Poster:
|
stbalbach |
Date:
|
September 20, 2011 03:18:25pm |
Forum:
|
texts
|
Subject:
|
Re: Inconsistent author names |
The problem you mention is more than just cosmetic. When building targeted searches, one has to be aware of the many ways an authors name might be in the database. This requires complex search strings - so complex in fact the string actually can exceed 1024 characters (or whatever the max is) making it impossible to search for all books by an individual author (see below for an example). I've asked info@archive.org a number of times if they could simply increase the max search string length but never received a reply, it seems to me a rather trivial thing to do, just increase the variable size and recompile (assuming there's not already a cfg file for it).
--
With that said, it helps to understand some things about IA in order to be more forgiving of its limitations.
1. It is not a company, but a non-profit. It has limited staff and resources. It runs triage with those resources ie. there is more work than resources available. I don't always agree with those priorities, but in the end they add a lot of new books every day! That's the most important thing.
2. The metadata is entered by various entities. Maybe one book was entered by Microsoft, another by the University of Michigan, another by John Smith a user who uploaded it on his spare time, another by the Federal Govt. Maybe the data was imported from an old database, maybe it was created fresh just for IA, maybe it was done 10 years ago. There is not a single person or entity responsible for making sure the data is consistent.
3. There is no direct way for end-users to modify the metadata at archive.org (other than notes in the review field). But there is openlibrary.org which is sort of a Wikipedia-like interface to Internet Archive which anyone can edit.
---
Example search string to catch many occurrences of Robert Louis Stevenson in the database. Note: this search sting is almost at the maximum length allowed, it would be easy to construct a search string longer than this that would kick back an error.. but it's the type of searches needed for the complex nature of this database.

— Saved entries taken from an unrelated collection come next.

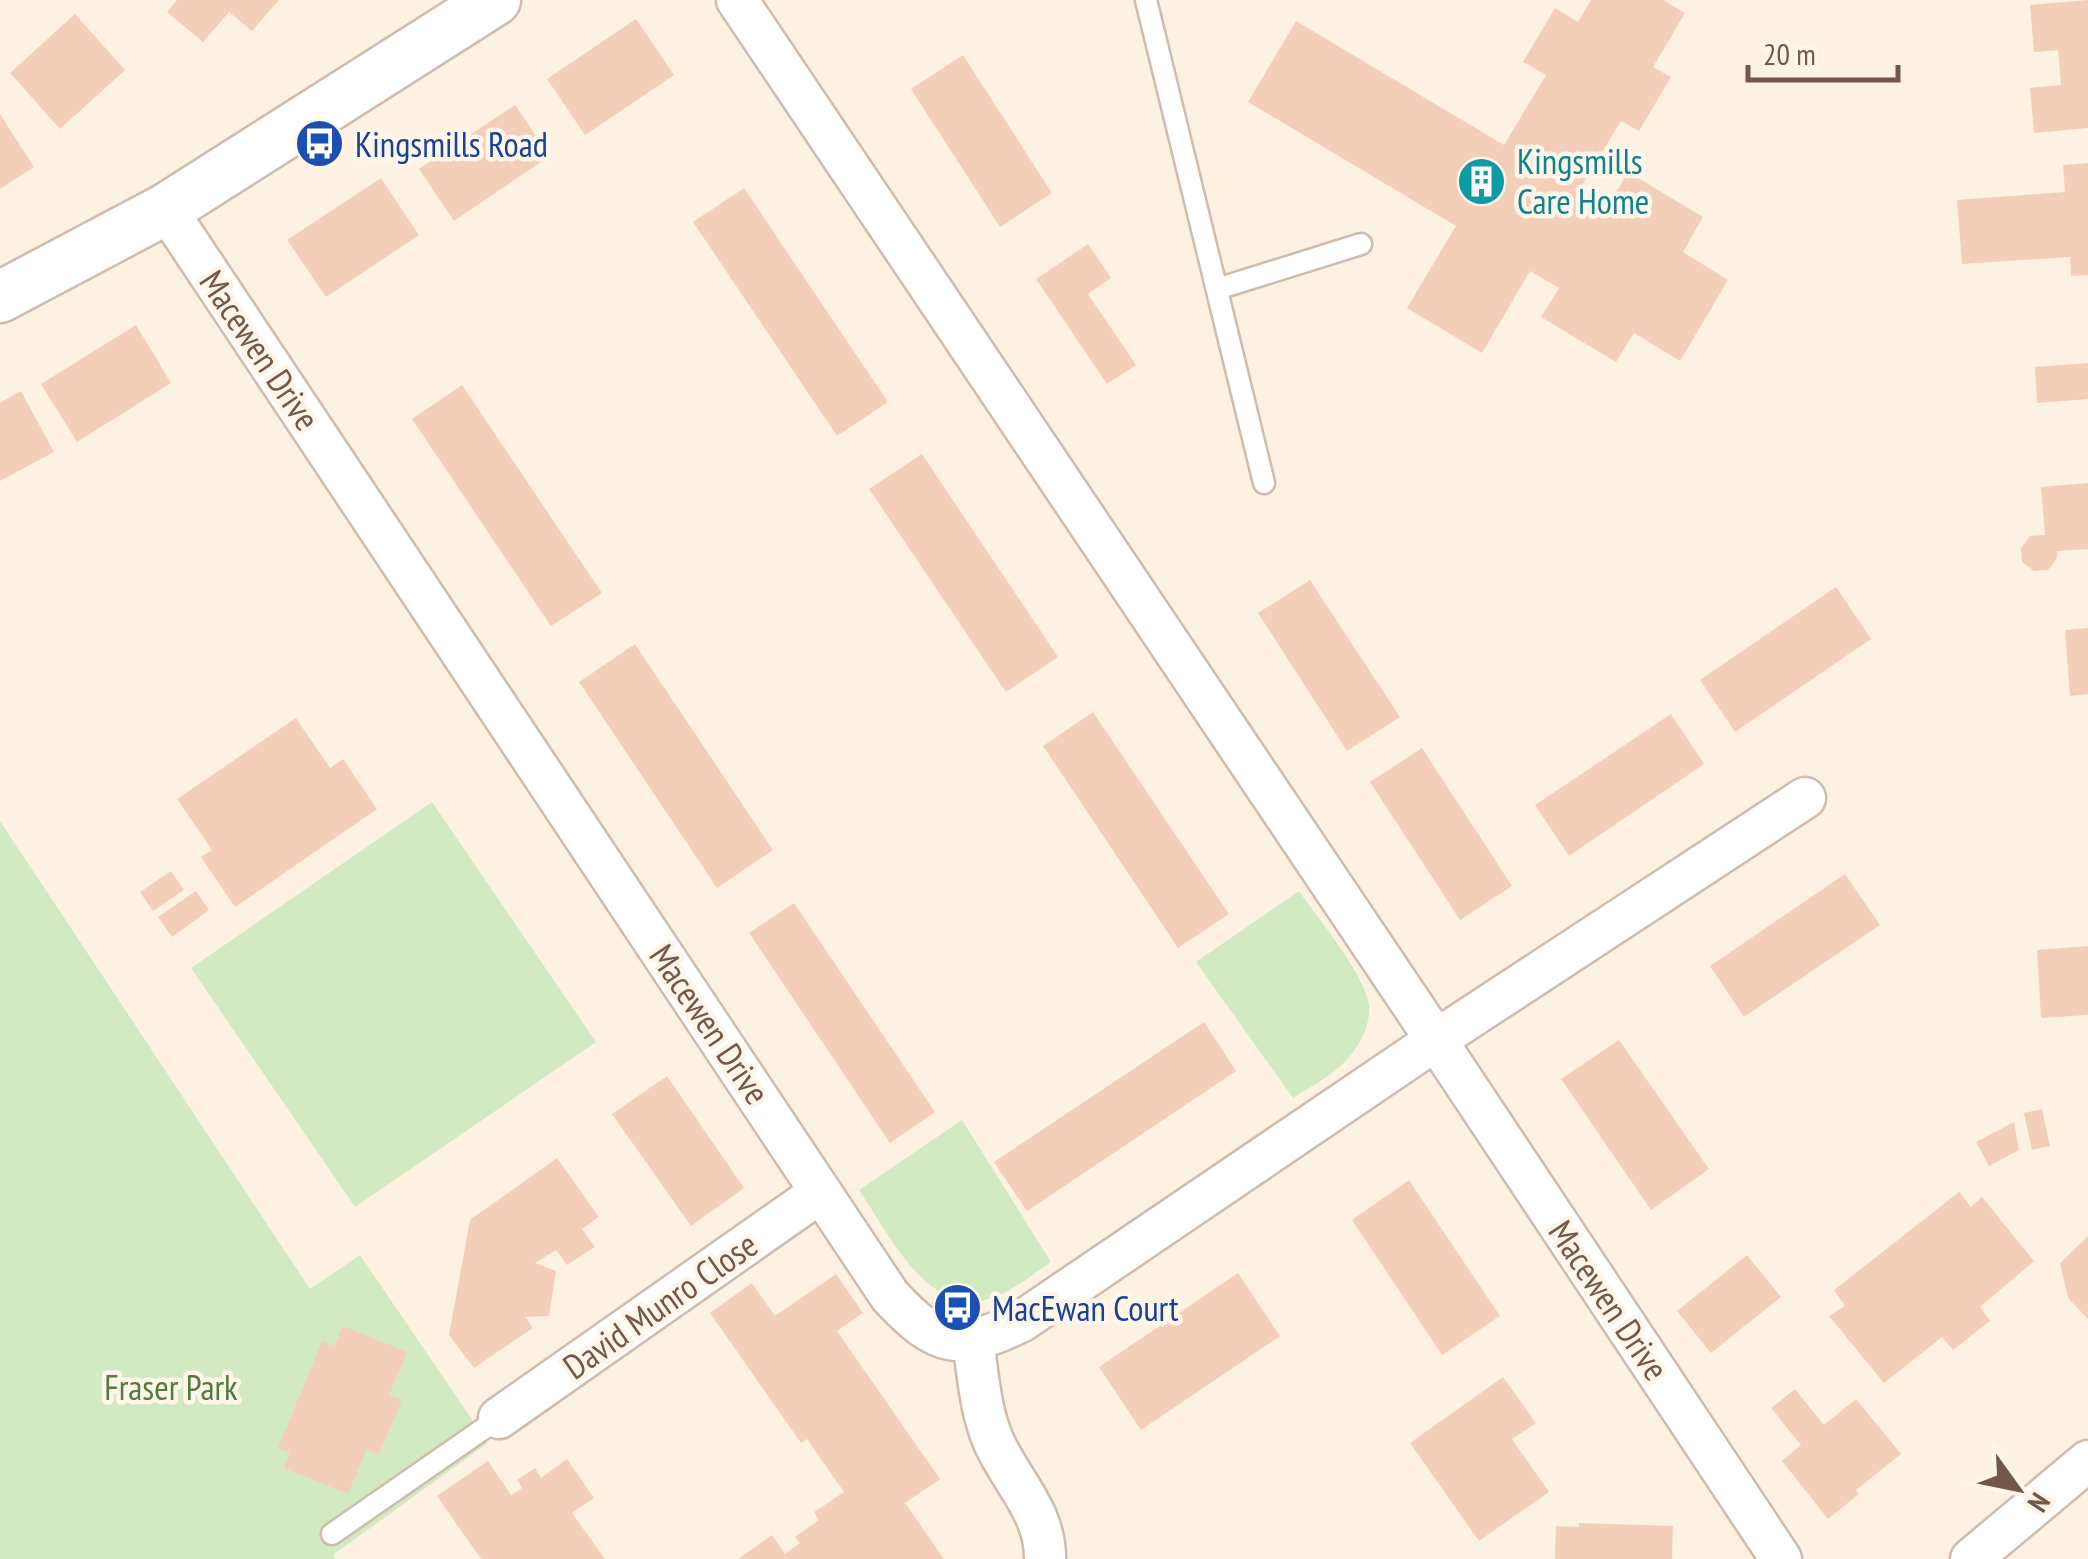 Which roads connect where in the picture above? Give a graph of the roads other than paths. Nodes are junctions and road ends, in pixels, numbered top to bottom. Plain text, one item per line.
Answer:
1 (737, 0) edge
2 (1146, 0) edge
3 (486, 2) edge
4 (166, 209) junction
5 (1361, 244) dead end
6 (1216, 290) junction
7 (0, 297) edge
8 (1264, 483) dead end
9 (1804, 798) dead end
10 (1436, 1040) junction
11 (822, 1192) junction
12 (974, 1341) junction
13 (498, 1418) joint
14 (2088, 1461) edge
15 (332, 1534) dead end
16 (1045, 1559) edge
17 (1781, 1559) edge
18 (1971, 1559) edge

1 - 10 street, Macewen Drive
2 - 6 lane
3 - 4 street
4 - 7 street
4 - 11 street, Macewen Drive
5 - 6 lane
6 - 8 lane
9 - 10 street
10 - 12 street
10 - 17 street, Macewen Drive
11 - 12 street, Macewen Drive
11 - 13 street, David Munro Close
12 - 16 street
13 - 15 lane
14 - 18 street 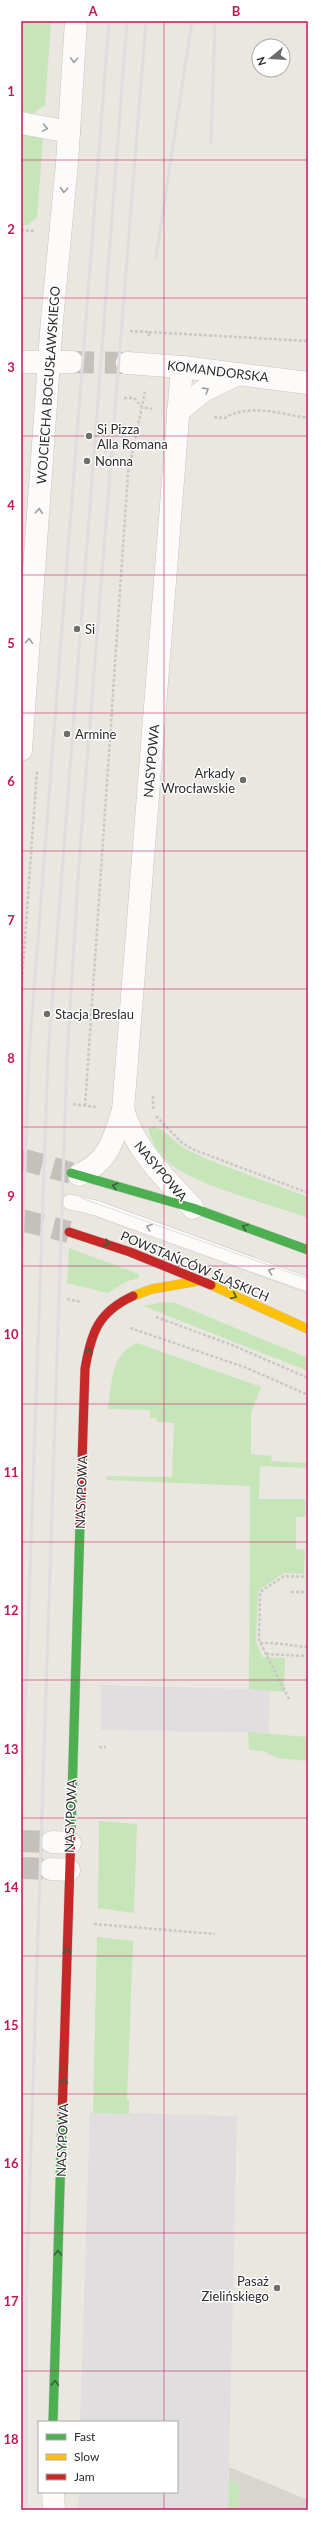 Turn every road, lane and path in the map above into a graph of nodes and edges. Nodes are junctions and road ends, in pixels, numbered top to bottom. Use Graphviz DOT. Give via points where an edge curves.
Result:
graph roads {
  1 [pos="76,21"];
  2 [pos="21,123"];
  3 [pos="69,132"];
  4 [pos="21,230"];
  5 [pos="41,232"];
  6 [pos="130,331"];
  7 [pos="149,332"];
  8 [pos="148,341"];
  9 [pos="308,341"];
  10 [pos="21,362"];
  11 [pos="50,362"];
  12 [pos="72,362"];
  13 [pos="127,363"];
  14 [pos="182,367"];
  15 [pos="238,374"];
  16 [pos="308,383"];
  17 [pos="145,392"];
  18 [pos="124,398"];
  19 [pos="142,407"];
  20 [pos="155,409"];
  21 [pos="178,412"];
  22 [pos="214,416"];
  23 [pos="308,418"];
  24 [pos="21,750"];
  25 [pos="73,1104"];
  26 [pos="85,1106"];
  27 [pos="102,1108"];
  28 [pos="123,1110"];
  29 [pos="153,1113"];
  30 [pos="75,1174"];
  31 [pos="308,1193"];
  32 [pos="70,1202"];
  33 [pos="193,1208"];
  34 [pos="69,1232"];
  35 [pos="308,1250"];
  36 [pos="198,1281"];
  37 [pos="308,1285"];
  38 [pos="67,1299"];
  39 [pos="88,1303"];
  40 [pos="153,1316"];
  41 [pos="127,1328"];
  42 [pos="308,1329"];
  43 [pos="308,1378"];
  44 [pos="308,1395"];
  45 [pos="308,1577"];
  46 [pos="291,1592"];
  47 [pos="308,1592"];
  48 [pos="260,1643"];
  49 [pos="308,1647"];
  50 [pos="266,1654"];
  51 [pos="308,1656"];
  52 [pos="289,1699"];
  53 [pos="67,1922"];
  54 [pos="215,1934"];
  55 [pos="53,2421"];
  56 [pos="53,2493"];
  57 [pos="54,2510"];
  1 -- 3 [label="street, WOJCIECHA BOGUSŁAWSKIEGO, one-way"];
  2 -- 3 [label="street, one-way"];
  3 -- 11 [label="street, WOJCIECHA BOGUSŁAWSKIEGO, one-way"];
  4 -- 5 [label="path"];
  6 -- 7 [label="path"];
  7 -- 8 [label="path"];
  7 -- 9 [label="path"];
  10 -- 11 [label="street"];
  11 -- 12 [label="street"];
  24 -- 11 [label="street, WOJCIECHA BOGUSŁAWSKIEGO, one-way"];
  13 -- 14 [label="street, KOMANDORSKA"];
  14 -- 15 [label="street, KOMANDORSKA"];
  14 -- 21 [label="street, NASYPOWA"];
  15 -- 16 [label="street, KOMANDORSKA"];
  21 -- 15 [label="street, one-way" via="204,391"];
  17 -- 19 [label="path"];
  18 -- 19 [label="path" via="134,398"];
  19 -- 20 [label="path"];
  19 -- 26 [label="path" via="128,474"];
  21 -- 28 [label="street, NASYPOWA"];
  22 -- 23 [label="path" via="224,418 232,413 247,410"];
  25 -- 26 [label="path"];
  26 -- 27 [label="path"];
  28 -- 30 [label="street, NASYPOWA" via="101,1162 94,1168"];
  28 -- 33 [label="street, NASYPOWA" via="136,1143 146,1157"];
  29 -- 31 [label="path" via="181,1142 192,1149"];
  33 -- 30 [label="street, one-way"];
  37 -- 32 [label="lane, one-way" via="104,1211"];
  35 -- 33 [label="street, one-way"];
  34 -- 36 [label="street, POWSTAŃCÓW ŚLĄSKICH, one-way" via="109,1243"];
  36 -- 42 [label="street, POWSTAŃCÓW ŚLĄSKICH, one-way"];
  53 -- 36 [label="street, NASYPOWA, one-way" via="60,1869 84,1383 88,1352 100,1322 125,1299 169,1285"];
  38 -- 39 [label="path"];
  40 -- 43 [label="path" via="232,1345"];
  41 -- 44 [label="path" via="246,1368"];
  45 -- 48 [label="path" via="284,1576 260,1592"];
  46 -- 47 [label="path"];
  48 -- 49 [label="path"];
  48 -- 50 [label="path"];
  50 -- 51 [label="path"];
  50 -- 52 [label="path"];
  53 -- 54 [label="path"];
  55 -- 53 [label="street, NASYPOWA, one-way"];
  56 -- 57 [label="street"];
}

mediatype:(texts) (subject:"Stevenson, Robert Louis, 1850-1894" OR subject:"Stevenson, R. L. (Robert Louis), 1850-1894" OR subject:"Stevenson, Robert L. (Robert Louis), 1850-1894" OR subject:"Stevenson, Robert Louis" OR subject:"Stevenson, R. L. (Robert Louis)" OR subject:"Stevenson, Robert L. (Robert Louis)" OR subject:"Robert Louis Stevenson" OR subject:"Robert L. Stevenson" OR subject:"R. L. Stevenson" OR creator:"Stevenson, Robert Louis, 1850-1894" OR creator:"Stevenson, Robert Louis, Sir, 1850-1894" OR creator:"Stevenson, R. L. (Robert Louis), 1850-1894" OR creator:"Stevenson, Robert L. (Robert Louis), 1850-1894" OR creator:"Stevenson, Robert Louis" OR creator:"Stevenson, R. L. (Robert Louis)" OR creator:"Stevenson, Robert L. (Robert Louis)" OR creator:"Robert Louis Stevenson" OR creator:"Robert L. Stevenson" OR creator:"R. L. Stevenson" OR title:"Robert Louis Stevenson" OR title:"Robert L. Stevenson" OR title:"R. L. Stevenson" OR description:"Robert Louis Stevenson" OR description:"Robert L. Stevenson" OR description:"R. L. Stevenson" OR description:"Stevenson, Robert Louis" OR description:"Stevenson, R. L. (Robert Louis)" OR description:"Stevenson, Robert L. (Robert Louis)")
Poster:
|
stbalbach |
Date:
|
September 20, 2011 07:01:59pm |
Forum:
|
texts
|
Subject:
|
Re: Inconsistent author names |
True 2.2% missing seems not bad .. but I bet if you scrolled through the 1547 set, you'll find books that don't belong, while books that should be there are not included, making that missing percent larger. Like, what about books under "R.L. Stevenson", they would not show up in the 1547 set, other examples like that. It's the problem of inconsistent author names that require customized searches that can be longer than search strings allow.